[TO DO]
Without leaving anything out, print every line of the data.

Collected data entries

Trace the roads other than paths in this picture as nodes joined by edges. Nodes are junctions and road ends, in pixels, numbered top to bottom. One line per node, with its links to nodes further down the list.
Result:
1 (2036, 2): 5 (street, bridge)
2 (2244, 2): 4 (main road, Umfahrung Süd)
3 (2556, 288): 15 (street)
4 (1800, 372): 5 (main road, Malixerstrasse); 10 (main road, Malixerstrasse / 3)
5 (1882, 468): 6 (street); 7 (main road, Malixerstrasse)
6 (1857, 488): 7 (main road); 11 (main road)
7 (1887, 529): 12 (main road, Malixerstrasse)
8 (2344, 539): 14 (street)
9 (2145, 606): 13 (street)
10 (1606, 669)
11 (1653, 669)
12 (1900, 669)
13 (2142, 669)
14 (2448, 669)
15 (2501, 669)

[EXERCISE ANSWER]
Trace the roads other than paths in this picture as nodes joined by edges. Nodes are junctions and road ends, in pixels, numbered top to bottom. One line per node, with its links to nodes further down the list.
Result:
1 (2036, 2): 5 (street, bridge)
2 (2244, 2): 4 (main road, Umfahrung Süd)
3 (2556, 288): 15 (street)
4 (1800, 372): 5 (main road, Malixerstrasse); 10 (main road, Malixerstrasse / 3)
5 (1882, 468): 6 (street); 7 (main road, Malixerstrasse)
6 (1857, 488): 7 (main road); 11 (main road)
7 (1887, 529): 12 (main road, Malixerstrasse)
8 (2344, 539): 14 (street)
9 (2145, 606): 13 (street)
10 (1606, 669)
11 (1653, 669)
12 (1900, 669)
13 (2142, 669)
14 (2448, 669)
15 (2501, 669)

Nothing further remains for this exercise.